• _Work request_: Within the data below, state how many lines contain the string "main". Provide the number only.
--- Supplied material ---
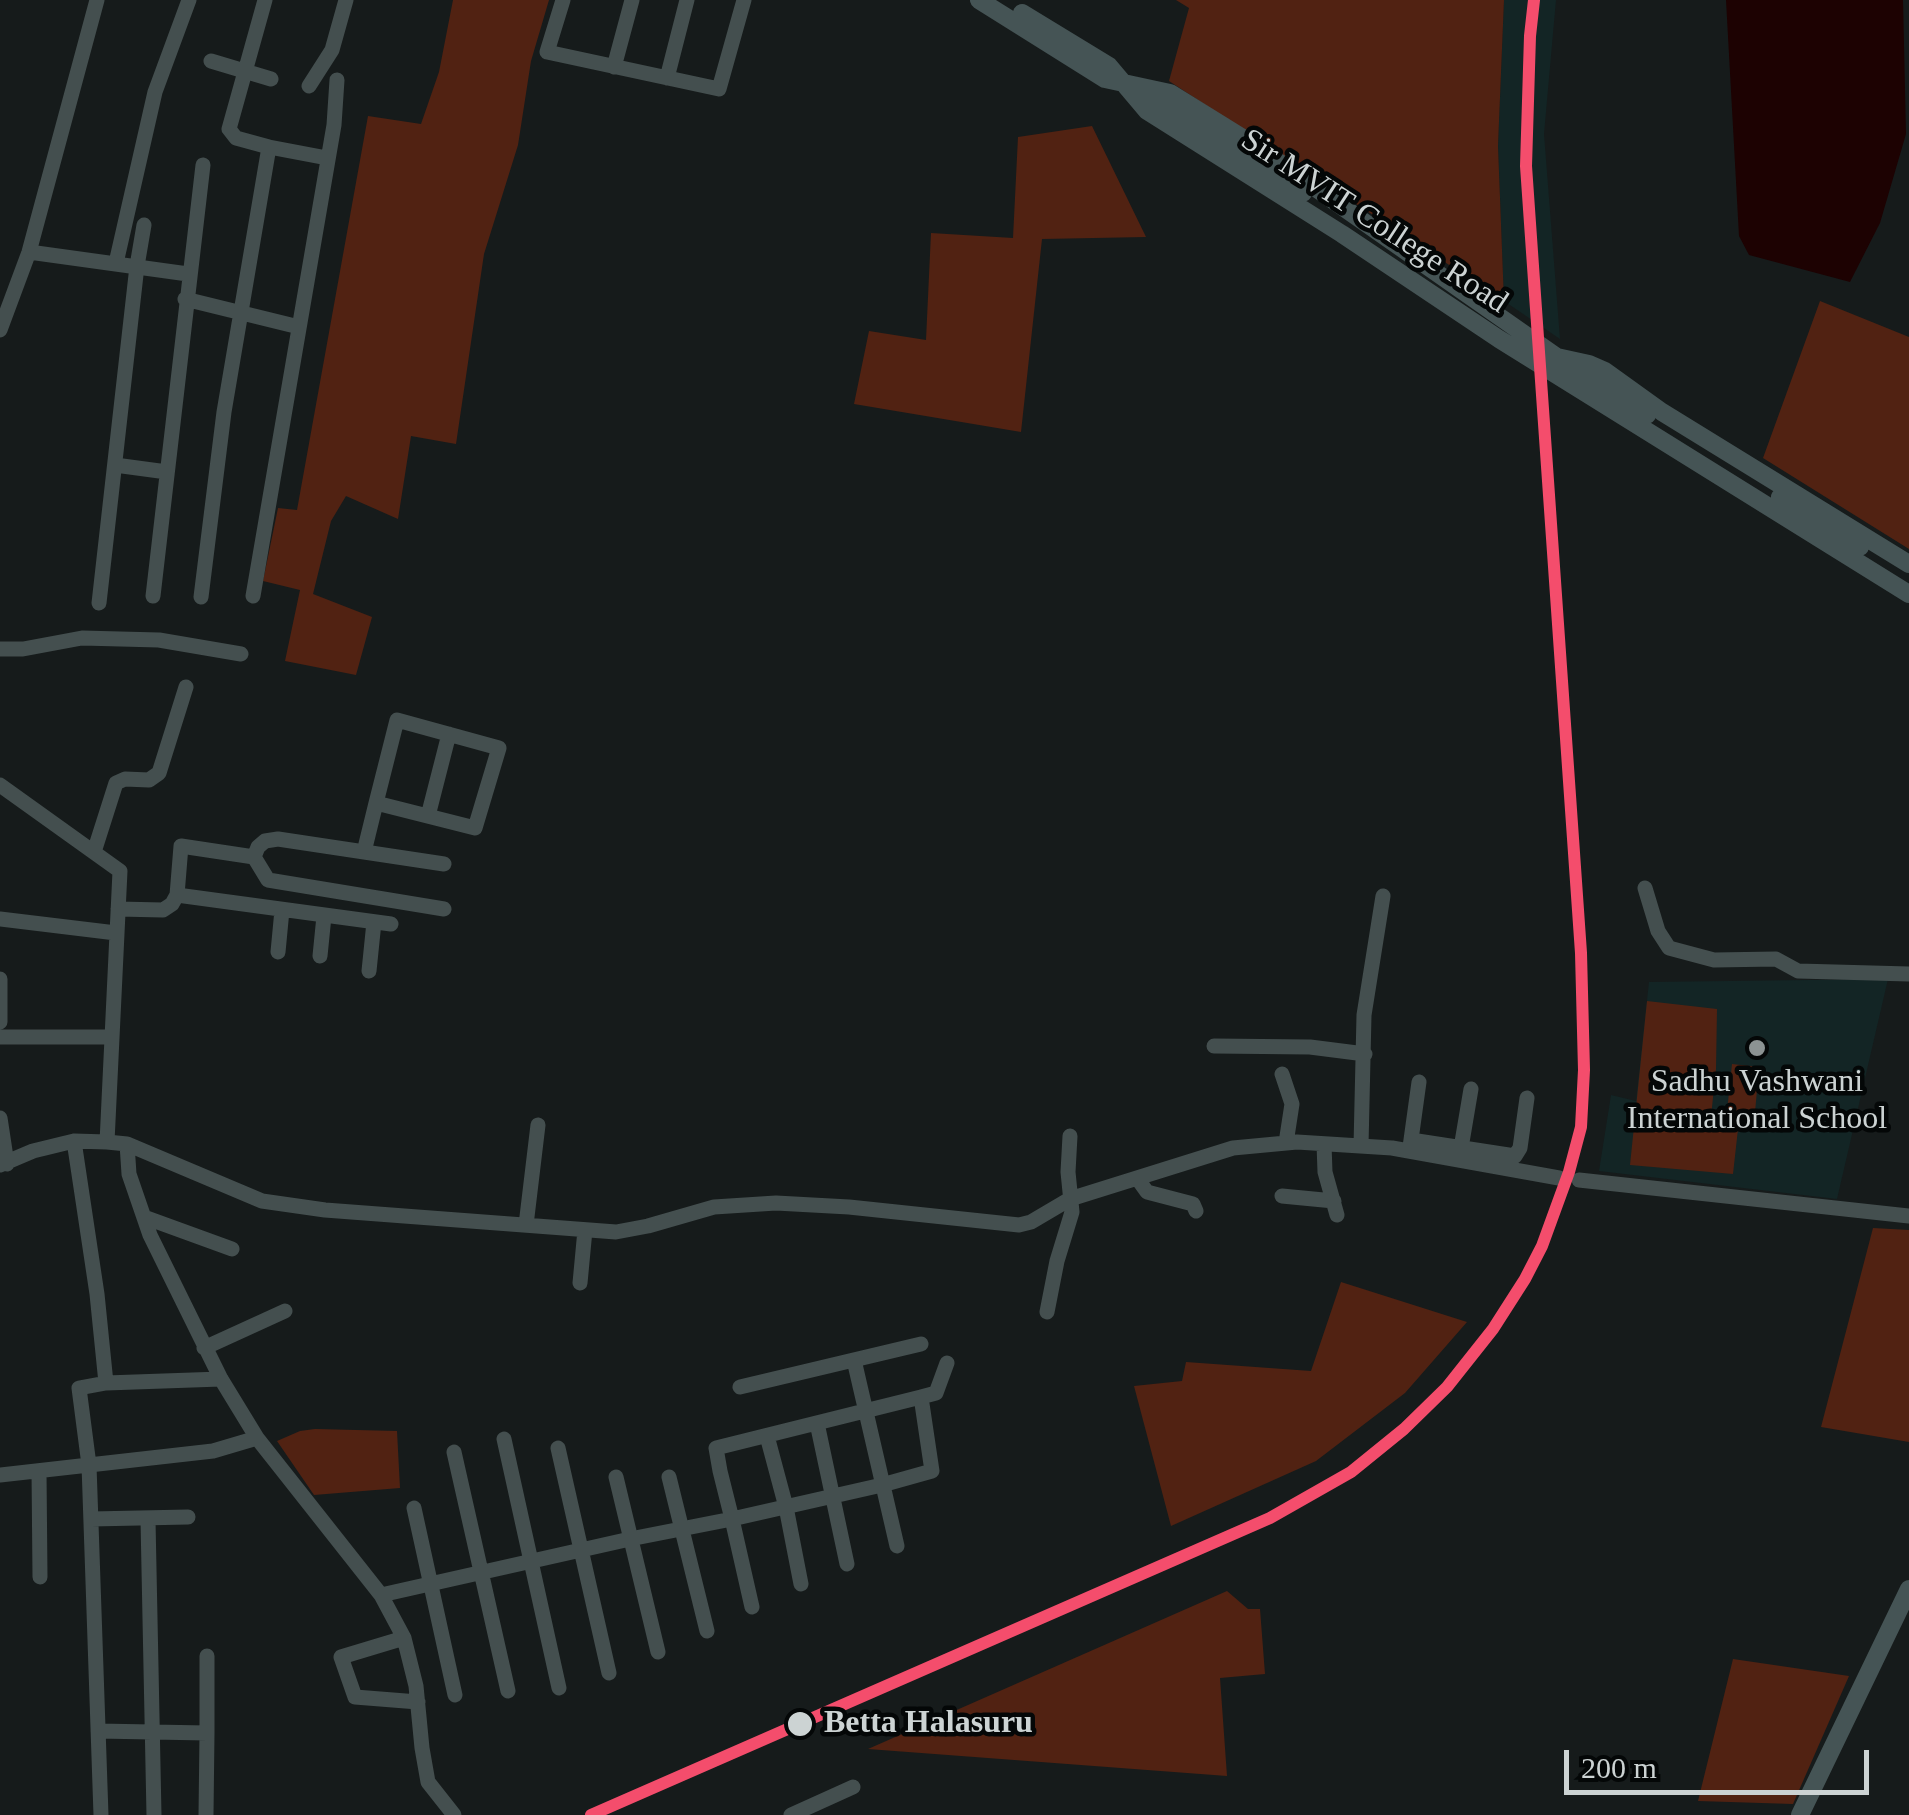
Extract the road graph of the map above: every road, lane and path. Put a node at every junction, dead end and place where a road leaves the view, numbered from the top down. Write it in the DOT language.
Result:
graph roads {
  1 [pos="98,0"];
  2 [pos="189,0"];
  3 [pos="265,0"];
  4 [pos="346,0"];
  5 [pos="564,0"];
  6 [pos="632,0"];
  7 [pos="687,0"];
  8 [pos="744,0"];
  9 [pos="979,0"];
  10 [pos="1000,0"];
  11 [pos="211,60"];
  12 [pos="614,67"];
  13 [pos="244,71"];
  14 [pos="667,78"];
  15 [pos="270,79"];
  16 [pos="336,80"];
  17 [pos="1120,80"];
  18 [pos="309,86"];
  19 [pos="269,147"];
  20 [pos="328,158"];
  21 [pos="203,165"];
  22 [pos="144,224"];
  23 [pos="28,252"];
  24 [pos="116,263"];
  25 [pos="137,266"];
  26 [pos="188,274"];
  27 [pos="185,299"];
  28 [pos="240,312"];
  29 [pos="300,327"];
  30 [pos="0,330"];
  31 [pos="115,466"];
  32 [pos="166,472"];
  33 [pos="1811,524"];
  34 [pos="1909,564"];
  35 [pos="1909,578"];
  36 [pos="1909,594"];
  37 [pos="153,596"];
  38 [pos="253,596"];
  39 [pos="201,597"];
  40 [pos="100,602"];
  41 [pos="0,649"];
  42 [pos="241,654"];
  43 [pos="186,687"];
  44 [pos="449,734"];
  45 [pos="0,785"];
  46 [pos="376,803"];
  47 [pos="428,816"];
  48 [pos="94,852"];
  49 [pos="364,852"];
  50 [pos="254,857"];
  51 [pos="444,864"];
  52 [pos="1645,888"];
  53 [pos="178,895"];
  54 [pos="1383,896"];
  55 [pos="118,909"];
  56 [pos="444,909"];
  57 [pos="282,910"];
  58 [pos="324,916"];
  59 [pos="0,919"];
  60 [pos="374,922"];
  61 [pos="391,924"];
  62 [pos="116,933"];
  63 [pos="278,952"];
  64 [pos="320,956"];
  65 [pos="369,971"];
  66 [pos="1909,974"];
  67 [pos="0,979"];
  68 [pos="0,1022"];
  69 [pos="111,1037"];
  70 [pos="0,1038"];
  71 [pos="1214,1046"];
  72 [pos="1365,1054"];
  73 [pos="1282,1074"];
  74 [pos="1418,1082"];
  75 [pos="1471,1089"];
  76 [pos="1526,1098"];
  77 [pos="0,1118"];
  78 [pos="538,1126"];
  79 [pos="1070,1136"];
  80 [pos="74,1141"];
  81 [pos="107,1142"];
  82 [pos="1286,1143"];
  83 [pos="127,1144"];
  84 [pos="1324,1144"];
  85 [pos="1361,1146"];
  86 [pos="1410,1146"];
  87 [pos="1461,1148"];
  88 [pos="4,1164"];
  89 [pos="1137,1178"];
  90 [pos="1560,1178"];
  91 [pos="1579,1180"];
  92 [pos="1155,1196"];
  93 [pos="1282,1196"];
  94 [pos="1070,1199"];
  95 [pos="1196,1211"];
  96 [pos="1148,1214"];
  97 [pos="1909,1216"];
  98 [pos="144,1217"];
  99 [pos="526,1226"];
  100 [pos="585,1230"];
  101 [pos="232,1249"];
  102 [pos="580,1283"];
  103 [pos="285,1311"];
  104 [pos="1047,1312"];
  105 [pos="920,1344"];
  106 [pos="204,1348"];
  107 [pos="854,1360"];
  108 [pos="948,1363"];
  109 [pos="220,1379"];
  110 [pos="106,1383"];
  111 [pos="740,1387"];
  112 [pos="921,1397"];
  113 [pos="867,1410"];
  114 [pos="817,1424"];
  115 [pos="766,1436"];
  116 [pos="257,1438"];
  117 [pos="504,1439"];
  118 [pos="558,1448"];
  119 [pos="454,1452"];
  120 [pos="90,1465"];
  121 [pos="39,1470"];
  122 [pos="0,1475"];
  123 [pos="616,1477"];
  124 [pos="669,1478"];
  125 [pos="882,1486"];
  126 [pos="834,1496"];
  127 [pos="786,1507"];
  128 [pos="414,1508"];
  129 [pos="91,1518"];
  130 [pos="188,1518"];
  131 [pos="732,1519"];
  132 [pos="148,1520"];
  133 [pos="684,1529"];
  134 [pos="630,1539"];
  135 [pos="897,1546"];
  136 [pos="581,1551"];
  137 [pos="532,1562"];
  138 [pos="847,1564"];
  139 [pos="483,1574"];
  140 [pos="40,1577"];
  141 [pos="801,1584"];
  142 [pos="429,1585"];
  143 [pos="1909,1588"];
  144 [pos="381,1596"];
  145 [pos="752,1607"];
  146 [pos="707,1631"];
  147 [pos="404,1638"];
  148 [pos="658,1652"];
  149 [pos="207,1656"];
  150 [pos="610,1673"];
  151 [pos="560,1688"];
  152 [pos="508,1691"];
  153 [pos="455,1695"];
  154 [pos="418,1702"];
  155 [pos="98,1731"];
  156 [pos="153,1732"];
  157 [pos="207,1733"];
  158 [pos="853,1787"];
  159 [pos="101,1815"];
  160 [pos="154,1815"];
  161 [pos="206,1815"];
  162 [pos="454,1815"];
  163 [pos="791,1815"];
  164 [pos="1800,1815"];
  1 -- 23 [label="street"];
  2 -- 24 [label="street"];
  3 -- 13 [label="street"];
  4 -- 18 [label="street"];
  5 -- 12 [label="street"];
  6 -- 12 [label="street"];
  7 -- 14 [label="street"];
  8 -- 14 [label="street"];
  9 -- 17 [label="main road, Sir MVIT College Road"];
  10 -- 17 [label="main road, Sir MVIT College Road"];
  11 -- 13 [label="street"];
  12 -- 14 [label="street"];
  13 -- 15 [label="street"];
  13 -- 19 [label="street"];
  16 -- 20 [label="street"];
  17 -- 33 [label="main road, Sir MVIT College Road"];
  17 -- 34 [label="main road, Sir MVIT College Road"];
  19 -- 20 [label="street"];
  19 -- 28 [label="street"];
  20 -- 29 [label="street"];
  21 -- 26 [label="street"];
  22 -- 25 [label="street"];
  23 -- 24 [label="street"];
  23 -- 30 [label="street"];
  24 -- 25 [label="street"];
  25 -- 26 [label="street"];
  25 -- 31 [label="street"];
  26 -- 27 [label="street"];
  27 -- 28 [label="street"];
  27 -- 32 [label="street"];
  28 -- 29 [label="street"];
  28 -- 39 [label="street"];
  29 -- 38 [label="street"];
  31 -- 32 [label="street"];
  31 -- 40 [label="street"];
  32 -- 37 [label="street"];
  33 -- 35 [label="main road, Sir MVIT College Road"];
  33 -- 36 [label="main road, Sir MVIT College Road"];
  41 -- 42 [label="street"];
  43 -- 48 [label="street"];
  44 -- 46 [label="street"];
  44 -- 47 [label="street"];
  44 -- 47 [label="street"];
  45 -- 48 [label="street"];
  46 -- 47 [label="street"];
  46 -- 49 [label="street"];
  48 -- 55 [label="street"];
  49 -- 50 [label="street"];
  49 -- 51 [label="street"];
  50 -- 53 [label="street"];
  50 -- 56 [label="street"];
  52 -- 66 [label="street"];
  53 -- 55 [label="street"];
  53 -- 57 [label="street"];
  54 -- 72 [label="street"];
  55 -- 62 [label="street"];
  57 -- 58 [label="street"];
  57 -- 63 [label="street"];
  58 -- 60 [label="street"];
  58 -- 64 [label="street"];
  59 -- 62 [label="street"];
  60 -- 61 [label="street"];
  60 -- 65 [label="street"];
  62 -- 69 [label="street"];
  67 -- 68 [label="street"];
  69 -- 70 [label="street"];
  69 -- 81 [label="street"];
  71 -- 72 [label="street"];
  72 -- 85 [label="street"];
  73 -- 82 [label="street"];
  74 -- 86 [label="street"];
  75 -- 87 [label="street"];
  76 -- 87 [label="street"];
  77 -- 88 [label="street"];
  78 -- 99 [label="street"];
  79 -- 94 [label="street"];
  80 -- 81 [label="street"];
  80 -- 88 [label="street"];
  80 -- 110 [label="street"];
  81 -- 83 [label="street"];
  82 -- 84 [label="street"];
  82 -- 89 [label="street"];
  83 -- 98 [label="street"];
  83 -- 99 [label="street"];
  84 -- 85 [label="street"];
  84 -- 93 [label="street"];
  85 -- 86 [label="street"];
  86 -- 87 [label="street"];
  86 -- 90 [label="street"];
  89 -- 92 [label="street"];
  89 -- 94 [label="street"];
  91 -- 97 [label="street"];
  92 -- 95 [label="street"];
  92 -- 96 [label="street"];
  94 -- 100 [label="street"];
  94 -- 104 [label="street"];
  98 -- 101 [label="street"];
  98 -- 106 [label="street"];
  99 -- 100 [label="street"];
  100 -- 102 [label="street"];
  103 -- 106 [label="street"];
  105 -- 107 [label="street"];
  106 -- 109 [label="street"];
  107 -- 111 [label="street"];
  107 -- 113 [label="street"];
  108 -- 112 [label="street"];
  109 -- 110 [label="street"];
  109 -- 116 [label="street"];
  110 -- 120 [label="street"];
  112 -- 113 [label="street"];
  112 -- 125 [label="street"];
  113 -- 114 [label="street"];
  113 -- 125 [label="street"];
  114 -- 115 [label="street"];
  114 -- 126 [label="street"];
  115 -- 127 [label="street"];
  115 -- 131 [label="street"];
  116 -- 120 [label="street"];
  116 -- 144 [label="street"];
  117 -- 137 [label="street"];
  118 -- 136 [label="street"];
  119 -- 139 [label="street"];
  120 -- 121 [label="street"];
  120 -- 129 [label="street"];
  121 -- 122 [label="street"];
  121 -- 140 [label="street"];
  123 -- 134 [label="street"];
  124 -- 133 [label="street"];
  125 -- 126 [label="street"];
  125 -- 135 [label="street"];
  126 -- 127 [label="street"];
  126 -- 138 [label="street"];
  127 -- 131 [label="street"];
  127 -- 141 [label="street"];
  128 -- 142 [label="street"];
  129 -- 132 [label="street"];
  129 -- 155 [label="street"];
  130 -- 132 [label="street"];
  131 -- 133 [label="street"];
  131 -- 145 [label="street"];
  132 -- 156 [label="street"];
  133 -- 134 [label="street"];
  133 -- 146 [label="street"];
  134 -- 136 [label="street"];
  134 -- 148 [label="street"];
  136 -- 137 [label="street"];
  136 -- 150 [label="street"];
  137 -- 139 [label="street"];
  137 -- 151 [label="street"];
  139 -- 142 [label="street"];
  139 -- 152 [label="street"];
  142 -- 144 [label="street"];
  142 -- 153 [label="street"];
  143 -- 164 [label="main road"];
  144 -- 147 [label="street"];
  147 -- 154 [label="street"];
  147 -- 154 [label="street"];
  149 -- 157 [label="street"];
  154 -- 162 [label="street"];
  155 -- 156 [label="street"];
  155 -- 159 [label="street"];
  156 -- 157 [label="street"];
  156 -- 160 [label="street"];
  157 -- 161 [label="street"];
  158 -- 163 [label="street"];
}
---
• _Answer_: 7